Il avvocato ed esperto in banca Alberto Luzárraga ha definito come «investimento odioso» e «frode» la pratica delle aziende europee e spagnole che operano nell'Isola sotto il sistema di intermediazione statale obbligatoria, e ha sostenuto che in una Cuba libera queste compagnie dovrebbero essere portate dinanzi ai tribunali per aver sfruttato i lavoratori dei loro hotel.
Luzárraga ha spiegato che il modello di investimento alberghiero nell'isola funziona attraverso enti statali che agiscono come intermediari tra le aziende straniere e i lavoratori, trattenendo la maggior parte dello stipendio che queste ultime pagano in valuta estera.
«Ci sono molte aziende europee e spagnole che hanno investito nell'ospitalità a Cuba, ma si tratta di un investimento davvero odioso perché lo stavano facendo a scapito del sistema, pagando salari inferiori a quelli del mercato internazionale», ha affermato l'esperto.
Secondo Luzárraga, il danno ricade direttamente sul lavoratore cubano: "Al regime cubano già pagavano meno di quanto avrebbero dovuto, ma stavano sfruttando il lavoratore cubano perché, come sapete, pagavano la maggior parte dello stipendio al governo e una miseria al lavoratore cubano."
Il legale ha sostenuto che questa pratica viola la Convenzione 80 delle Nazioni Unite, che vieta tali pratiche nel contesto degli investimenti esteri: "Quella persona intermediaria si appropria di parte del denaro e il lavoratore non riceve ciò che gli spetta. Quindi, in effetti, si tratta di una frode, stanno ingannando il lavoratore cubano".
Dal punto di vista giuridico, Luzárraga è stato categorico: "Tutti quei contratti, a mio avviso come avvocato, sono nulli perché sono stipulati con causa illecita. La causa illecita è frodare un terzo e non hanno alcuna validità."

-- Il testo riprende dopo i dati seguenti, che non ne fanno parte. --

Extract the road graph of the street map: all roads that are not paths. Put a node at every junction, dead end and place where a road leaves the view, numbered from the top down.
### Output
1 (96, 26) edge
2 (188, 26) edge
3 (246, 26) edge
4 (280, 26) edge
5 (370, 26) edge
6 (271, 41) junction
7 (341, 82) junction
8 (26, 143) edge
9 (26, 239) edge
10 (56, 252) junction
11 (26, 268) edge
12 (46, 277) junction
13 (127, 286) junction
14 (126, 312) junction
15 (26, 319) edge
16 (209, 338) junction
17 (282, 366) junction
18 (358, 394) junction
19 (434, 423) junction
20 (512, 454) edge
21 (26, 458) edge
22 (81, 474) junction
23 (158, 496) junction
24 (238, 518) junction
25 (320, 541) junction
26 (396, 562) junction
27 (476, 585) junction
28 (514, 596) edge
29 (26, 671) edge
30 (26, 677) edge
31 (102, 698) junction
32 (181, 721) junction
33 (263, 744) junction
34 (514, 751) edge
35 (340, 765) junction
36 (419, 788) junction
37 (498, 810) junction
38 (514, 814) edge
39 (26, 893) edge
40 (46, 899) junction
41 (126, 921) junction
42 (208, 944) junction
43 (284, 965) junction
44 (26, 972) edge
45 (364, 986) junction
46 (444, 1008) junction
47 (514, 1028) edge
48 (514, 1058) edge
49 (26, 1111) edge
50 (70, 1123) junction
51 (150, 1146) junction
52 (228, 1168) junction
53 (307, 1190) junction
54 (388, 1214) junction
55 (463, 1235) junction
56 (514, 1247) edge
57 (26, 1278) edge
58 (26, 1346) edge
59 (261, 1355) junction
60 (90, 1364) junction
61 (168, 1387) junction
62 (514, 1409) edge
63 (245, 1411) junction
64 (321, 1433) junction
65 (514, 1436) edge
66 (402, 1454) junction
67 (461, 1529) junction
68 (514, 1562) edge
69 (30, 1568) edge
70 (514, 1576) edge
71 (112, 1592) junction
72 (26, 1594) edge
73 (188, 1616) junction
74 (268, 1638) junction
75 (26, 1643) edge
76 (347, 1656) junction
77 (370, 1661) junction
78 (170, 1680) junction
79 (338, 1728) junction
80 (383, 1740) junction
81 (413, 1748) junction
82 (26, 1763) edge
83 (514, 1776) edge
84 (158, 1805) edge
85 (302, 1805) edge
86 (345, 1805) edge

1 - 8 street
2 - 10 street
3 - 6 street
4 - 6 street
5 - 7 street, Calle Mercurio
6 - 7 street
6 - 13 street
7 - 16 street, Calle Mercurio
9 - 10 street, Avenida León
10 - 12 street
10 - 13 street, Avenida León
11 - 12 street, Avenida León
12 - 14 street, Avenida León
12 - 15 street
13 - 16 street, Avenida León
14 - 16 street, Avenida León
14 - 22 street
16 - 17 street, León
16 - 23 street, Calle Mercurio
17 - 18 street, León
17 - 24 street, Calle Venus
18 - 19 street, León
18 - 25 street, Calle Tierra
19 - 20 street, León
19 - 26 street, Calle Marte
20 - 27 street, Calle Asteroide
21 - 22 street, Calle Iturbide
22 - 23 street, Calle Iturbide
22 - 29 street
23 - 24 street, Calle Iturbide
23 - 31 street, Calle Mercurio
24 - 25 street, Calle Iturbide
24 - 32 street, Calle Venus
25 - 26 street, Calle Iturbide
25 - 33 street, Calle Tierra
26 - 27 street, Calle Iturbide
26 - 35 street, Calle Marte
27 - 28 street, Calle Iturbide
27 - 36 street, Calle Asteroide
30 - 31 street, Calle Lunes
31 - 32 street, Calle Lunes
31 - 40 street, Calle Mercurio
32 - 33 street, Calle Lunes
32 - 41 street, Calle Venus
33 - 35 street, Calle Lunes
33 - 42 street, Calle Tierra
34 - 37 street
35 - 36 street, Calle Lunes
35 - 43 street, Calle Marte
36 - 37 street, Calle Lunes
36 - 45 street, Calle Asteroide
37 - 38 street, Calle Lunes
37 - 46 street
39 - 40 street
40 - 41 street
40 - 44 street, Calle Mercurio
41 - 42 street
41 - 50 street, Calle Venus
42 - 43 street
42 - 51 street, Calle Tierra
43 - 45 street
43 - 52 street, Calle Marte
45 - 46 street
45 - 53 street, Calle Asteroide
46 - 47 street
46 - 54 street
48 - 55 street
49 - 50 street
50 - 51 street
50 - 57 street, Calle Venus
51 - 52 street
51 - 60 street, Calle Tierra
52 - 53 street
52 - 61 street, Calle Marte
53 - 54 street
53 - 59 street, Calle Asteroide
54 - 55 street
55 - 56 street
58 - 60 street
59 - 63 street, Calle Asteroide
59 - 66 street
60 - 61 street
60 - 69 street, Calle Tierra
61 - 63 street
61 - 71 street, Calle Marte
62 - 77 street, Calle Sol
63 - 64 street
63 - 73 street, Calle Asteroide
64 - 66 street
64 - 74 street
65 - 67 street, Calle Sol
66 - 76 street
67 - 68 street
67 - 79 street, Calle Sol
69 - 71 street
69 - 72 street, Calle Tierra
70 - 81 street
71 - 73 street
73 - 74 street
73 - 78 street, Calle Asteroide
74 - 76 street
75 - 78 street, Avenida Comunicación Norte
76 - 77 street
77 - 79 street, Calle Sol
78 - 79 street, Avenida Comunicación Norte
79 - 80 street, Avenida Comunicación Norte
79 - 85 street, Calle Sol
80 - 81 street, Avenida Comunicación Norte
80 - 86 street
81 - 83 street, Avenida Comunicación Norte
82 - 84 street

L'esperto ha indicato direttamente il Grupo Meliá come il caso più emblematico di questo modello, essendo il maggiore operatore alberghiero straniero sull'isola: "Il signor Meliá, che si è dato gusto riempiendosi le tasche con quello che ha fatto a Cuba, è una persona che ci deve, ci deve dei soldi, deve dei soldi al popolo cubano. Ha tradito il lavoratore cubano in somme molto importanti. Deve stipendio e deve risarcimenti", ha detto.
Il sistema descritto da Luzárraga è supportato dalla Legge 118 sugli Investimenti Stranieri, che vieta l'assunzione diretta di lavoratori cubani e obbliga le aziende estere a operare attraverso entità statali di assunzione collegate a GAESA, il conglomerato imprenditoriale dell'esercito cubano.
El Observatorio Cubano de Derechos Umani ha denunciato Meliá, Iberostar e Barceló per «sfruttamento feudale» e violazione dei convenzioni dell'Organizzazione Internazionale del Lavoro, e ha documentato che i lavoratori cubani negli hotel delle catene spagnole ricevono tra 11 e 16 dollari mensili in pesos cubani, mentre le camere vengono addebitate in valute estere a prezzi internazionali.
Luzárraga ha rivelato che in passato ha cercato di portare questa questione davanti ai tribunali spagnoli, senza successo: «Tanti anni fa, ho provato in Spagna con alcuni amici a sollevare questo punto e hanno presentato una causa che è stata respinta e non è stata nemmeno presa in considerazione perché ci sono troppi interessi in gioco».
Quando gli è stato chiesto direttamente se in una Cuba libera si porterebbero quelle aziende davanti ai tribunali, l'avvocato non ha esitato: «Sicuramente sì, io non credo... Sì, sì, è corretto, c'è stato troppo abuso».
Il collasso del turismo cubano aggrava il panorama: l'occupazione alberghiera è scesa al 21,5% nel primo semestre del 2025, e presso l'hotel Meliá Cayo Santa María i dipendenti hanno accumulato cinque mesi senza stipendio a marzo del 2026, con debiti di 17,000 pesos cubani a persona.